Separation of duties

Separation of duties is the concept of ensuring that one principal does not have all necessary permissions required to complete a malicious action. In Cloud Key Management Service, this could be an action such as using a key to access and decrypt data which that user has no valid reason to access.

Separation of duties is a business control typically used in larger organizations, meant to help avoid security or privacy incidents and errors. It is considered best practice.

In Cloud KMS, separation of duties requires a strict distinction between the following roles:

  • Key administrators: Principals who are authorized to manage key lifecycles including creation, deletion, rotation, and state changes—for example, users with the Cloud KMS Admin role.
  • Key user: Principals who are authorized to use keys including encryption, decryption, signing, or signature verification—for example, users with the Cloud KMS CryptoKey Encrypter/Decrypter role.

When you use Cloud KMS keys for customer-managed encryption keys, we recommend that the service account is the only principal authorized to use the key for encryption and decryption. For more information about how CMEK integrations handle resource access, see CMEK-integrated services handle resource access.

To prevent a bypass of separation of duties, don't grant principals broad basic roles like Owner (roles/owner), which contains both administrative and cryptographic permissions. You can use the Encryption metrics dashboard (Preview) to help identify keys that don't adhere to the recommendations for separation of duties. For more information, see View encryption metrics.

For more information about how to use IAM roles safely, see Use IAM securely.

Key management models

Cloud KMS supports two primary models for enforcing separation of duties: centralized key management and delegated key management. These key management models can be used separately or in combination. For example, an organization might choose to use a centralized key management model for production environments and use a dedicated key management model for lower environments used for development and testing.

The following table compares centralized and delegated key management models and helps you decide which is best for your needs.

Area Centralized (folder-level) Delegated (project-level)
Key location Stored in a dedicated key project, usually per folder. Stored in the same project as the resource that the key protects.
Separation method Project boundaries: Keys and the resources they protect are in different projects. Separate roles: Strict IAM role separation so that no principal can both manage and use a key.
Business culture Ideal for highly regulated organizations with dedicated central security or crypto teams. Ideal for organizations that prioritize developer agility and decentralized authority.
Primary drivers High isolation and centralized oversight. Simplified quota management and reduced operational toil.

Delegated key management

The delegated or "same-project" key management model is recommended for organizations that prioritize developer agility and aim to reduce the "loop" between central security teams and developers.

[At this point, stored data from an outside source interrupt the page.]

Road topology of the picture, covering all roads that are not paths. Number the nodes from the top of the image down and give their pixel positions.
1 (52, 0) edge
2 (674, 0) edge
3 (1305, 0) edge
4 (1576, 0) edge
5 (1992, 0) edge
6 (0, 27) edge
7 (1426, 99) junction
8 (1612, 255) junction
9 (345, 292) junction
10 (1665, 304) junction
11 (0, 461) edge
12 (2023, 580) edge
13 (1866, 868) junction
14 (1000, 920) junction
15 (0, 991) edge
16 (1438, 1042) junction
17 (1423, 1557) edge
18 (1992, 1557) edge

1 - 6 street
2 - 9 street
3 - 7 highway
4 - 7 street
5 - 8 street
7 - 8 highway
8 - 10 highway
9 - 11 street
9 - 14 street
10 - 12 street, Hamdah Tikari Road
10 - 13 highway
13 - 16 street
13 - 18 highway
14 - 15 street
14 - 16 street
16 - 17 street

In the delegated model, your CMEKs and other keys are stored in the same project as the resources they protect. Enforcing separation of duties in delegated key management requires keeping IAM roles strictly separated.

You can enable Autokey for projects (Preview) on a project or folder to allow automated key creation using the delegated key management model. For more information, see Enable Autokey for delegated key management.

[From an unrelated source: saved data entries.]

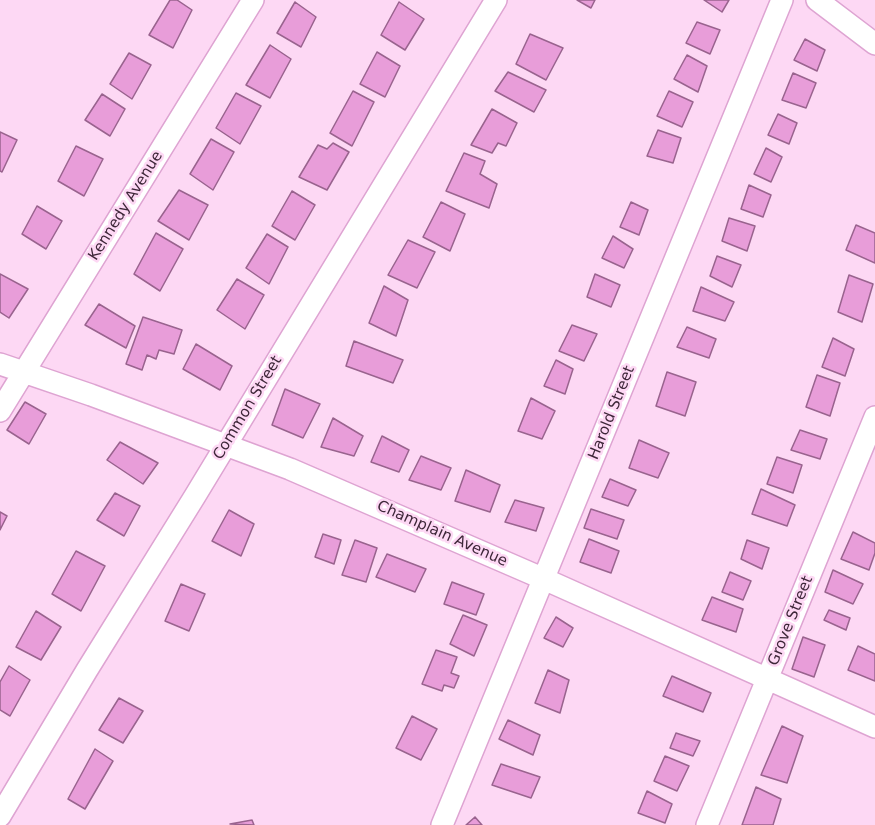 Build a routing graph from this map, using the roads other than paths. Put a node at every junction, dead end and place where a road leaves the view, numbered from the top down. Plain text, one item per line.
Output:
1 (253, 0) edge
2 (496, 0) edge
3 (782, 0) edge
4 (817, 0) edge
5 (875, 44) edge
6 (0, 363) edge
7 (25, 371) junction
8 (0, 411) edge
9 (875, 417) edge
10 (225, 445) junction
11 (544, 579) junction
12 (767, 679) junction
13 (875, 727) edge
14 (0, 816) edge
15 (442, 825) edge
16 (707, 825) edge

1 - 7 street, Kennedy Avenue
2 - 10 street, Common Street
3 - 11 street, Harold Street
4 - 5 street
6 - 7 street, Champlain Avenue
7 - 8 street, Kennedy Avenue
7 - 10 street, Champlain Avenue
9 - 12 street, Grove Street
10 - 11 street, Champlain Avenue
10 - 14 street, Common Street
11 - 12 street, Champlain Avenue
11 - 15 street, Harold Street
12 - 13 street, Champlain Avenue
12 - 16 street, Grove Street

Centralized key management

The centralized or "dedicated-project" key management model is recommended for organizations with centralized security teams or those that require strict isolation of key material from application environments.

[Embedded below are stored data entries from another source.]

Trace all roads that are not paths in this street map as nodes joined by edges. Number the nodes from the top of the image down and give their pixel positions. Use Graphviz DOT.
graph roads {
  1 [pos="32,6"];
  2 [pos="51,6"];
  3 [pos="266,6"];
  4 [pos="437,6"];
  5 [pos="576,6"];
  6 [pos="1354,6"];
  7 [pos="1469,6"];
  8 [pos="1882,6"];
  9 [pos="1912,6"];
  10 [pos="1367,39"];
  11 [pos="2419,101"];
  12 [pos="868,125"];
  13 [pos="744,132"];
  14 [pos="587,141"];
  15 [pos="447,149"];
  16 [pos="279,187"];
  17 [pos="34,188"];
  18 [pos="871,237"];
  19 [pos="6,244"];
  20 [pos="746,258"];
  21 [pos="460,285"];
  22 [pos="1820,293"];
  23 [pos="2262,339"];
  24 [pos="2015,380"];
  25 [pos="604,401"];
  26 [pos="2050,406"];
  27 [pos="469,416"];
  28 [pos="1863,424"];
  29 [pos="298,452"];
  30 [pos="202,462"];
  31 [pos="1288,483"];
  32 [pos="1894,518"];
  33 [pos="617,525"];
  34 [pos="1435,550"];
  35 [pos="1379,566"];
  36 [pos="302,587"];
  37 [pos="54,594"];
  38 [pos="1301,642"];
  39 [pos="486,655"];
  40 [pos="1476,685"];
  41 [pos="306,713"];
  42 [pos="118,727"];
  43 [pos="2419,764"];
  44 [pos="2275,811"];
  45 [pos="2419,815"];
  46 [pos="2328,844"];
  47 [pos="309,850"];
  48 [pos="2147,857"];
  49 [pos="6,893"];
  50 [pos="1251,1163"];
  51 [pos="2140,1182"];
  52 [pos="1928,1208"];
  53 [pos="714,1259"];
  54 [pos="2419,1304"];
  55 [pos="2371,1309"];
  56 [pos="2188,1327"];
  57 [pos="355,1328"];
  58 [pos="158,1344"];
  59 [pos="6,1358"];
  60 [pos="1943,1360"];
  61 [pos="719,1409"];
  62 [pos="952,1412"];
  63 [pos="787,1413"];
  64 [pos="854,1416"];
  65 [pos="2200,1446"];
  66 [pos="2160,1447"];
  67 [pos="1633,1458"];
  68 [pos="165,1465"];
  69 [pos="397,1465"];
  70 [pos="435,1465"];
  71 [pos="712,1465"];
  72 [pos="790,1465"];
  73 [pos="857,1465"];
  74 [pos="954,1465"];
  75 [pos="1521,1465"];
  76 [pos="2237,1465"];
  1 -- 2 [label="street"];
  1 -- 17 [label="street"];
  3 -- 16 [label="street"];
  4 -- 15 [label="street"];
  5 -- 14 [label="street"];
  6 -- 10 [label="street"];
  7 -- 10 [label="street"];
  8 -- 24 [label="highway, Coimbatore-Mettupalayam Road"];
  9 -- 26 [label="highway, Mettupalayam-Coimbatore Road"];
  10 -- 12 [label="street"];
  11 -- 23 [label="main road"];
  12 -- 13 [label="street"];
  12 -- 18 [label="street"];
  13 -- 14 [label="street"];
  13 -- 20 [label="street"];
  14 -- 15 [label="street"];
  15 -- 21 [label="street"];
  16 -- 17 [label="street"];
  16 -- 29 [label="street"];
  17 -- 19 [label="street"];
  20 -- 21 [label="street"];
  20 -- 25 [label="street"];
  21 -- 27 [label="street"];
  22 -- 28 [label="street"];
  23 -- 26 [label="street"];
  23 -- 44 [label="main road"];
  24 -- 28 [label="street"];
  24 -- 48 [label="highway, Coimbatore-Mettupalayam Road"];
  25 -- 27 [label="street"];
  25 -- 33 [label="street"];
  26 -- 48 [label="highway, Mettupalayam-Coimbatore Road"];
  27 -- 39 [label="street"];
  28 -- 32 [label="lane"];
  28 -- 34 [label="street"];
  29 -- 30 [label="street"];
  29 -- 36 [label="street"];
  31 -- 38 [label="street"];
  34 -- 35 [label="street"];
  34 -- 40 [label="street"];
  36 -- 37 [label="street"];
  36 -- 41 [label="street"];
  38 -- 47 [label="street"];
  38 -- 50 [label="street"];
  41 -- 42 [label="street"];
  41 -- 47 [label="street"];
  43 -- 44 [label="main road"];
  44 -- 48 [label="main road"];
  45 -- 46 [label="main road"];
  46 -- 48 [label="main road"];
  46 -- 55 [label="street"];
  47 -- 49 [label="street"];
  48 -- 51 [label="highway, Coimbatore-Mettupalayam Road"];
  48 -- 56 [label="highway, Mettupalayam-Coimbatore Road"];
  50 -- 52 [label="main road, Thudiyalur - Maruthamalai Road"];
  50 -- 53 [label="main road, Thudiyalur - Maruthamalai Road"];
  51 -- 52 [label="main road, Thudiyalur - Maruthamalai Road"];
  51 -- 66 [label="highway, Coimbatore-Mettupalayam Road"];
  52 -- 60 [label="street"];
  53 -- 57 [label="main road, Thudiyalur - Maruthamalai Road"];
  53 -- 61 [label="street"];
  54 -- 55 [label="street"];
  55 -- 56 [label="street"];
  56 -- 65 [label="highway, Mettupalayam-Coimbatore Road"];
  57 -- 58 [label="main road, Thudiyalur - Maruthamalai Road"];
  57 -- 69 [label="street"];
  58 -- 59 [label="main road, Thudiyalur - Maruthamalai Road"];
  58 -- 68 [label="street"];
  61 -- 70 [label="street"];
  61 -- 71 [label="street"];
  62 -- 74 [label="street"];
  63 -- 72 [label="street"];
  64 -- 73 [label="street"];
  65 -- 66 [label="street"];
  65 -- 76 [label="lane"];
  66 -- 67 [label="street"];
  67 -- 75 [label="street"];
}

In the centralized model, your CMEKs and other keys are stored in dedicated key projects, kept separate from the resources they protect. Usually, this means that each folder has its own dedicated key project to contain keys that protect resources throughout the folder. This dedicated key project is managed by a central security team, who have key administration permissions in the key project but are restricted from accessing projects that contain the resources protected by those keys.

You can enable Autokey on a folder to allow automated key creation using the centralized key management model. For more information, see Set up Autokey for centralized key management.

Automating and monitoring compliance

Google Cloud provides the following tools to automate and monitor your security boundaries:

  • Cloud KMS Autokey: Autokey supports both centralized and delegated (Preview) models of key management. For both, it automates separation of duties by automatically granting the key usage role to the required service agent—not to the person requesting the key. Autokey is designed to support infrastructure-as-code pipelines that don't need elevated privileges for key creation.
  • Security Command Center: Monitor for KMS Role Separation findings to detect any principal, including a Project Owner or a Google service account, that possesses both administrative and cryptographic permissions on a single key.

CMEK encryption metrics: Use the dashboard to verify alignment with separation of duties practices across the organization.